Obama also added, “This is a time for reflection, not retribution,” and said “nothing will be gained by spending our time and energy laying blame for the past.” Some progressive commentators were outraged; Keith Olbermann pleaded, “Prosecute, Mr. President.” CBS’s Andrew Cohen interpreted this to mean Obama would not support any prosecutions for torture:

One by one, the hammer blows fell upon civil libertarians and millions of other Americans who believe that the people who legally sanctioned and then implemented torturous “enhanced interrogation tactics” should have had to defend their conduct in our courts of law. One by one, those enthusiastic supporters of the Obama administration’s legal values and policies realized that they had just lost a battle (been wiped out, in fact) that they had every reason to believe they would win. There will be no torture trials. Period.

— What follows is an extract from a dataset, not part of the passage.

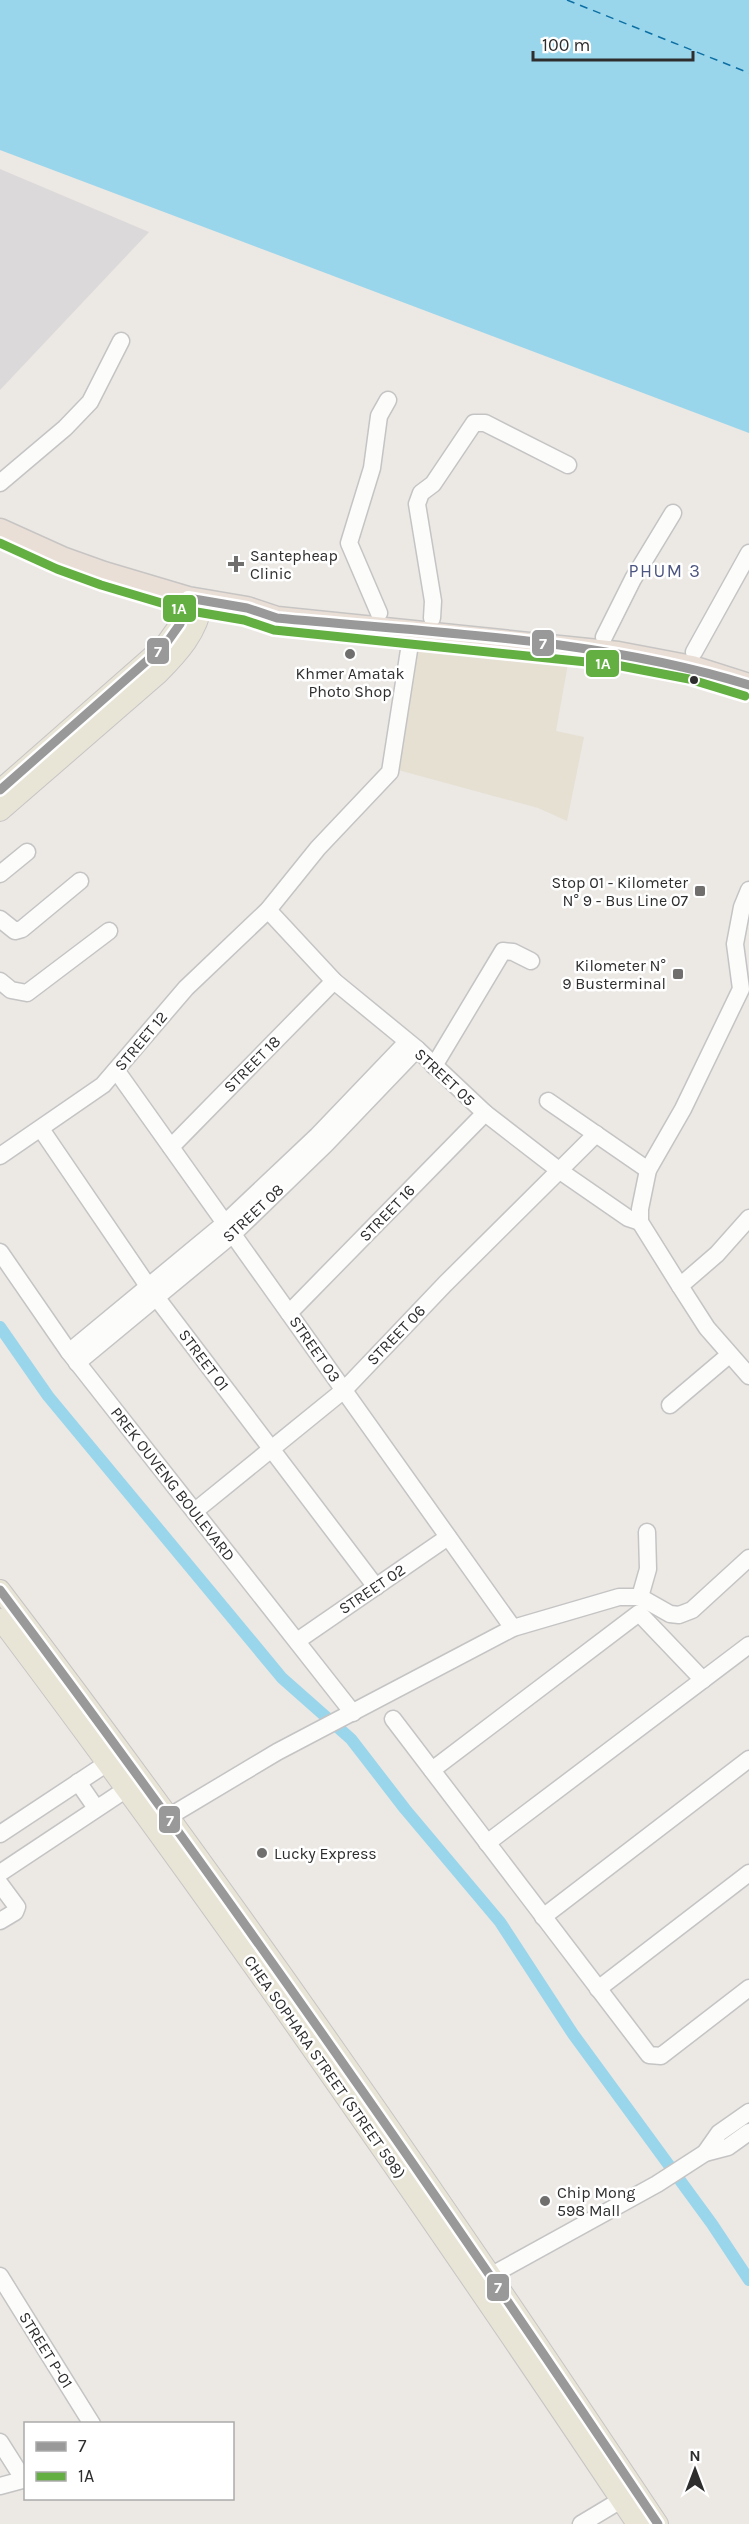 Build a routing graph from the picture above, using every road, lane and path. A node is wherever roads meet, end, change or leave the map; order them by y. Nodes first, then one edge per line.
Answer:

However, Obama’s statement was carefully worded to include only “those who carried out their duties relying in good faith upon legal advice” — not the Bush officials who actually gave out that advice. ACLU lead counsel Jameel Jaffer told Glenn Greenwald that Obama did not shut the door to all prosecutions:

I think it’s a mistake to read the grant of immunity too broadly. I don’t think that President Obama’s statement should be taken as a sign that there’s no chance that the architects of torture program will be prosecuted. And even with respect to the interrogators, it’s only the interrogators who relied “in good faith” on legal advice who are protected.

 

Indeed, Marc Ambinder reported yesterday that “senior administration officials have made it clear” to him that the immunity would not apply to those officials who “who did NOT act in good faith, or who did not act according to the guidelines spelled out by the OLC.” Obama himself seemed to indicate that some sort of investigations have already begun, telling CNN en Espanol, “I think that we are moving a process forward here in the United States to understand what happened.”

Greenwald notes that the door for investigations and prosecutions is still open, but it will take enormous pressure from the American public to push Obama through. “[T]he burden is on us to demand that something be done,” he writes.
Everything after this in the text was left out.